:: What you need to do ::
Every line of the data needs to be returned exactly.

:: Records provided ::
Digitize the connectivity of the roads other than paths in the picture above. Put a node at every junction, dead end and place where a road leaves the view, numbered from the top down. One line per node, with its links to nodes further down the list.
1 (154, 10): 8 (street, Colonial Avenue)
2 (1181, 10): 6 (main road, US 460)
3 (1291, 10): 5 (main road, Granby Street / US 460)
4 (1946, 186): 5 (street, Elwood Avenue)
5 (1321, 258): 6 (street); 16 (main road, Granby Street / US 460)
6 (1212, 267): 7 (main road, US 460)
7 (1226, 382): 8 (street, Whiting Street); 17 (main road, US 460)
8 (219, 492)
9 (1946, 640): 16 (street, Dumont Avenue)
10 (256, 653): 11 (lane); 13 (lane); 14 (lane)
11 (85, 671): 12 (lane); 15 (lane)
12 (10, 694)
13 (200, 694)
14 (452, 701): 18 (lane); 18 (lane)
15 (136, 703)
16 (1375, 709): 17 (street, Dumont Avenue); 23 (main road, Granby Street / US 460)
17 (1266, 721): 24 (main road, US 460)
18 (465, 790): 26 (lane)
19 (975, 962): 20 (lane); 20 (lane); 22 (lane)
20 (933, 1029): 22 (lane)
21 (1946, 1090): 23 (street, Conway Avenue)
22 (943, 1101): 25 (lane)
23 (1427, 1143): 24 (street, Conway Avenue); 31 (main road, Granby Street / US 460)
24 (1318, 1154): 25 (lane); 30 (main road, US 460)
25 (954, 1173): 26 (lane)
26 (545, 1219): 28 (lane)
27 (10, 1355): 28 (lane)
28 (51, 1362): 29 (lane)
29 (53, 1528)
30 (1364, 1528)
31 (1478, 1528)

:: Result for this exercise ::
Digitize the connectivity of the roads other than paths in the picture above. Put a node at every junction, dead end and place where a road leaves the view, numbered from the top down. One line per node, with its links to nodes further down the list.
1 (154, 10): 8 (street, Colonial Avenue)
2 (1181, 10): 6 (main road, US 460)
3 (1291, 10): 5 (main road, Granby Street / US 460)
4 (1946, 186): 5 (street, Elwood Avenue)
5 (1321, 258): 6 (street); 16 (main road, Granby Street / US 460)
6 (1212, 267): 7 (main road, US 460)
7 (1226, 382): 8 (street, Whiting Street); 17 (main road, US 460)
8 (219, 492)
9 (1946, 640): 16 (street, Dumont Avenue)
10 (256, 653): 11 (lane); 13 (lane); 14 (lane)
11 (85, 671): 12 (lane); 15 (lane)
12 (10, 694)
13 (200, 694)
14 (452, 701): 18 (lane); 18 (lane)
15 (136, 703)
16 (1375, 709): 17 (street, Dumont Avenue); 23 (main road, Granby Street / US 460)
17 (1266, 721): 24 (main road, US 460)
18 (465, 790): 26 (lane)
19 (975, 962): 20 (lane); 20 (lane); 22 (lane)
20 (933, 1029): 22 (lane)
21 (1946, 1090): 23 (street, Conway Avenue)
22 (943, 1101): 25 (lane)
23 (1427, 1143): 24 (street, Conway Avenue); 31 (main road, Granby Street / US 460)
24 (1318, 1154): 25 (lane); 30 (main road, US 460)
25 (954, 1173): 26 (lane)
26 (545, 1219): 28 (lane)
27 (10, 1355): 28 (lane)
28 (51, 1362): 29 (lane)
29 (53, 1528)
30 (1364, 1528)
31 (1478, 1528)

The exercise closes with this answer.